These losses have served as a tipping point for investors, who increasingly favor companies and securities linked to sustainability. Research has found that companies with stronger ESG practices typically have higher valuations.1 On the fixed-income side, the market for green bonds—debt securities that fund environmental projects—passed $1 trillion in total value in September 2020.2 And relative to conventional securities, investors are willing to pay a meaningful premium for “green” bonds.2
Why the link between sustainability and stronger investment performance? One likely explanation is investors believe companies upholding higher ESG standards are better equipped to manage a range of risks, from litigation to regulatory action to brand damage.
“ESG is about creating a more informed decision-making process,” Petrocelli says. “When you look at sustainability from a risk lens, it changes the entire aperture.”
Another draw for investors: Consumers favor brands that demonstrate a commitment to sustainability.
Nearly 70% of customers in the United States and Canada think it’s important for a brand to be sustainable or eco-friendly. What’s more, consumers of all ages and incomes pay substantial premiums for products aligned with their personal beliefs, with 7 in 10 purpose-driven shoppers paying an average of 35% more for “sustainable” purchases.3
The confluence of these trends gives corporate decision-makers a rare opportunity to invest toward a broad range of goals. Investing in sustainability has the potential to satisfy consumers, investors, employees, regulators, and policymakers, while at the same time mitigating risk and potentially capturing early-mover advantages in new markets—all while helping make the world a better place.
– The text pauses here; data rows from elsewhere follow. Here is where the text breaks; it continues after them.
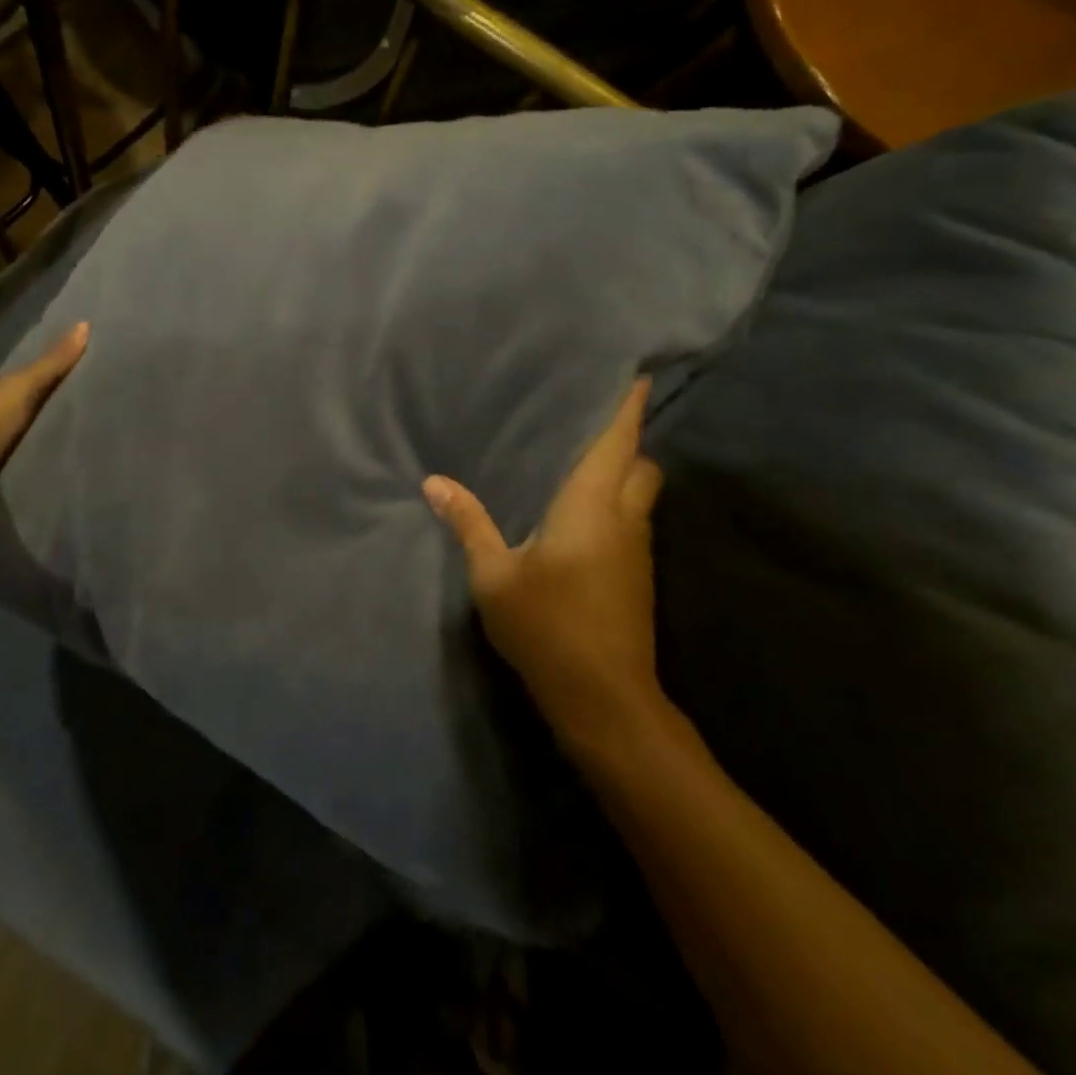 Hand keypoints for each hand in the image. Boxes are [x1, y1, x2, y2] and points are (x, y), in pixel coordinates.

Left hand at [0, 321, 89, 508]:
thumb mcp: (23, 386)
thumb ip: (52, 362)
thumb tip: (85, 324)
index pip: (5, 382)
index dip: (28, 383)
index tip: (55, 390)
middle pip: (2, 408)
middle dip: (24, 412)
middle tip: (60, 416)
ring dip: (19, 438)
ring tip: (52, 441)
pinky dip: (12, 459)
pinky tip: (32, 462)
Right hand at [423, 379, 664, 751]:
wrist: (605, 700)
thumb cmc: (548, 627)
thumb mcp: (494, 577)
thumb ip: (468, 524)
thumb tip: (434, 482)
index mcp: (592, 506)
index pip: (619, 442)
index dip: (628, 406)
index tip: (634, 374)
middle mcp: (625, 519)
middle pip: (641, 464)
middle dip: (625, 440)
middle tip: (585, 424)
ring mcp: (637, 550)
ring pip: (640, 494)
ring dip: (621, 473)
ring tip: (577, 460)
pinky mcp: (637, 576)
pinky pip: (631, 520)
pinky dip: (615, 503)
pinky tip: (578, 515) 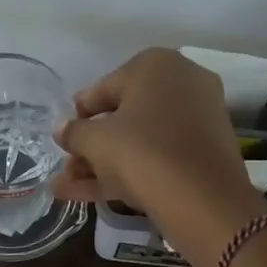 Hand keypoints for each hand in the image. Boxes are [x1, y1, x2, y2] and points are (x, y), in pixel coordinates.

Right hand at [53, 49, 263, 245]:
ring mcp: (197, 120)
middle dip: (90, 145)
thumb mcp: (96, 141)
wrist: (204, 201)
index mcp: (156, 65)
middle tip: (67, 166)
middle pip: (123, 116)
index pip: (104, 88)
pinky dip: (127, 171)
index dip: (79, 115)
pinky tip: (89, 195)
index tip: (63, 136)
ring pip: (139, 140)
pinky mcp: (203, 154)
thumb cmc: (142, 153)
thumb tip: (62, 129)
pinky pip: (157, 156)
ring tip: (65, 189)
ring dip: (101, 163)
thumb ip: (74, 132)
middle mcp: (182, 83) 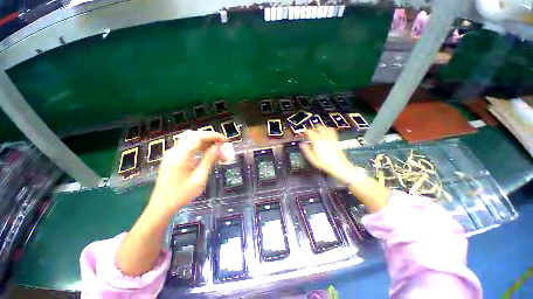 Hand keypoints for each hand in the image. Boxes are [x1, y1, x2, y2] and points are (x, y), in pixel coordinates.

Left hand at [148, 130, 226, 214]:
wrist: (162, 205)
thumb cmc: (181, 195)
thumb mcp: (199, 179)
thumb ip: (208, 160)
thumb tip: (218, 147)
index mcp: (180, 156)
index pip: (198, 137)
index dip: (213, 136)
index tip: (225, 140)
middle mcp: (175, 151)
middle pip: (194, 135)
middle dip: (210, 137)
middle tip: (222, 144)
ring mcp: (172, 153)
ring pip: (191, 139)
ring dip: (205, 142)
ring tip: (217, 149)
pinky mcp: (173, 157)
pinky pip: (188, 146)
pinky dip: (199, 147)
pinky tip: (207, 153)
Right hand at [300, 126, 359, 183]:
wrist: (339, 166)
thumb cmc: (326, 164)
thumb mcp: (313, 159)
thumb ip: (307, 151)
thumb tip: (302, 145)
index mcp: (318, 143)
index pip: (311, 133)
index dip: (307, 132)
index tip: (305, 133)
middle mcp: (325, 139)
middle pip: (319, 129)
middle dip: (314, 128)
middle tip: (311, 130)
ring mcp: (331, 139)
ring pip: (326, 129)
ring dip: (321, 127)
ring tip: (319, 127)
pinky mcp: (336, 141)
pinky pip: (333, 132)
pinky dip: (330, 129)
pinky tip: (329, 129) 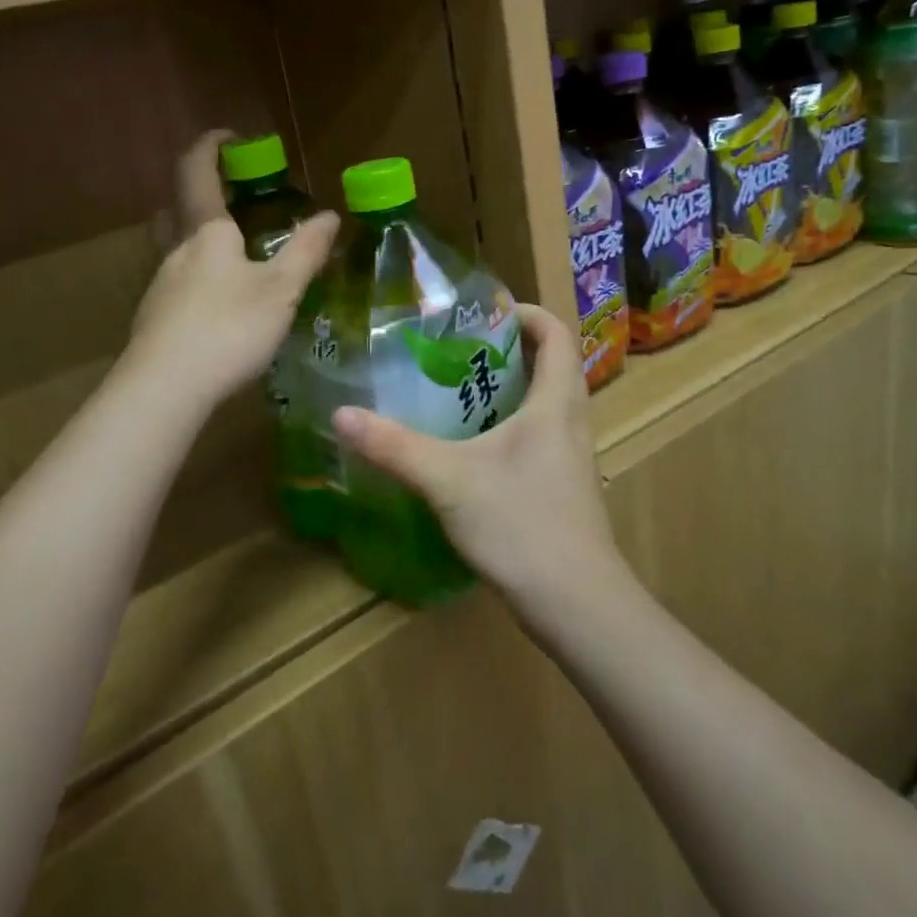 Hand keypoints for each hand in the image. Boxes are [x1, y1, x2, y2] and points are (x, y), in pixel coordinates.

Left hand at [126, 132, 338, 411]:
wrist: (165, 389)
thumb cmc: (228, 328)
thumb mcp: (280, 291)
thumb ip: (306, 252)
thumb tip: (330, 216)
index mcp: (206, 233)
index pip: (198, 172)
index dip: (210, 146)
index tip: (229, 136)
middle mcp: (176, 251)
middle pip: (177, 208)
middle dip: (200, 193)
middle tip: (231, 196)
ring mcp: (160, 287)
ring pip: (175, 249)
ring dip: (199, 240)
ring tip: (234, 257)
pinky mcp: (154, 320)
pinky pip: (176, 284)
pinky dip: (196, 279)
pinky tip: (217, 307)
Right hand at [331, 304, 630, 615]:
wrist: (575, 604)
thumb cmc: (521, 524)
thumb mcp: (448, 480)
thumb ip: (394, 446)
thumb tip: (341, 414)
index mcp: (555, 403)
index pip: (555, 333)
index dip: (525, 312)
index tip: (483, 312)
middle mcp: (572, 421)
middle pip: (551, 364)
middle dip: (509, 348)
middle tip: (459, 347)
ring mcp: (571, 457)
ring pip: (546, 403)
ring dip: (510, 387)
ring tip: (458, 389)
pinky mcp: (564, 486)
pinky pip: (541, 435)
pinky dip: (511, 424)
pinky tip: (472, 446) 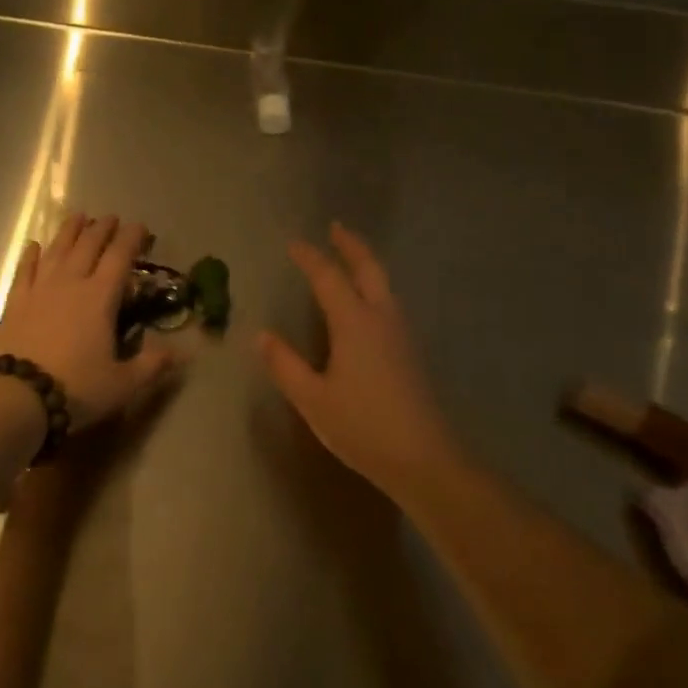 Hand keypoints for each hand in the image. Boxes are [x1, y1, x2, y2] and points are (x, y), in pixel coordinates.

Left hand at [0, 213, 174, 431]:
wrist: (15, 398)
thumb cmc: (75, 388)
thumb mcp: (122, 384)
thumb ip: (152, 365)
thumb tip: (182, 352)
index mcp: (100, 297)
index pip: (120, 257)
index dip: (132, 238)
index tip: (140, 227)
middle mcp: (71, 283)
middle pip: (88, 245)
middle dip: (103, 229)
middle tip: (111, 218)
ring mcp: (40, 289)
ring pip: (57, 250)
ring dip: (70, 231)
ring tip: (78, 217)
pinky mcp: (15, 302)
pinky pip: (25, 270)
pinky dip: (30, 255)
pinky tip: (33, 245)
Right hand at [260, 222, 459, 491]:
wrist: (425, 460)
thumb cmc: (363, 427)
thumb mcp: (313, 399)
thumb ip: (285, 365)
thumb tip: (261, 336)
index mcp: (354, 322)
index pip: (328, 277)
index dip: (310, 257)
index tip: (294, 243)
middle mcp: (380, 318)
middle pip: (368, 268)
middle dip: (351, 245)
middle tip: (336, 227)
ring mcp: (400, 334)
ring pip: (384, 283)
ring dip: (366, 263)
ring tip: (351, 256)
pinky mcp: (410, 351)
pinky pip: (389, 302)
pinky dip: (375, 285)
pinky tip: (367, 302)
The result is an explosion of growth and innovation in initiatives geared toward sustainability. Financial institutions will play a critical role in empowering these enterprises.
Serving the needs of a fast-changing market
The fight against climate change touches virtually every facet of the economy, Petrocelli says. Promoting sustainability involves financing for renewable energy, energy efficiency, green affordable housing, mass transit systems, environmentally optimized agricultural operations, and public water infrastructure, among other areas. It also involves a variety of financing vehicles, from sustainability-linked loans and the underwriting and distribution of green bonds to renewable energy project finance.
“The financial sector can help,” Petrocelli says. “We can provide research and financing for energy efficiency. We can finance renewables, and we can innovate to help customers and clients to switch to low-carbon-intensity fuels and gases. We can provide green mortgages, green loans, and even sustainability-linked loans tied to key performance indicators.”
Underwriting these kinds of projects requires financial institutions with the resources to operate at large scale, experience in sustainable lending, and a sophisticated understanding of the opportunities, risks, and fast-changing dynamics. MUFG, one of the world’s leading lenders to sustainable projects, for example, has been a member of the ESG-focused Equator Principles since 2005 and a participant in the Principles for Responsible Banking.
MUFG has made a $330 billion4 commitment to finance projects aimed at building a more sustainable world, and introduced a Green Deposits program in the United States that will fund sustainability projects. And, in response to investor demand, MUFG’s investor services business launched an ESG transparency reporting solution for asset managers.
“MUFG considers the pursuit of sustainability to be one of its most important management issues,” Petrocelli says. “We work across oceans to achieve a low-carbon economy, providing financing to address a range of efforts, from sustainable loans to large utilities to funding water infrastructure in cities. We have a conviction that environmental and social sustainability are essential to achieving sustainable growth.”
This article was written by WSJ Custom Content Studio for MUFG.
The Wall Street Journal News Department was not involved in the creation of this content.
1. ESG Is All the Rage. Big Investors Can’t Agree on Why, Wall Street Journal, 3/4/21
2. Why Going Green Saves Borrowers Money, Wall Street Journal, 12/17/20
3. Two-Thirds of North Americans Prefer Eco-Friendly Brands, Study Finds, Barron’s, 1/1/20
4. Exchange rate of 1 USD=¥ 105 (JPY)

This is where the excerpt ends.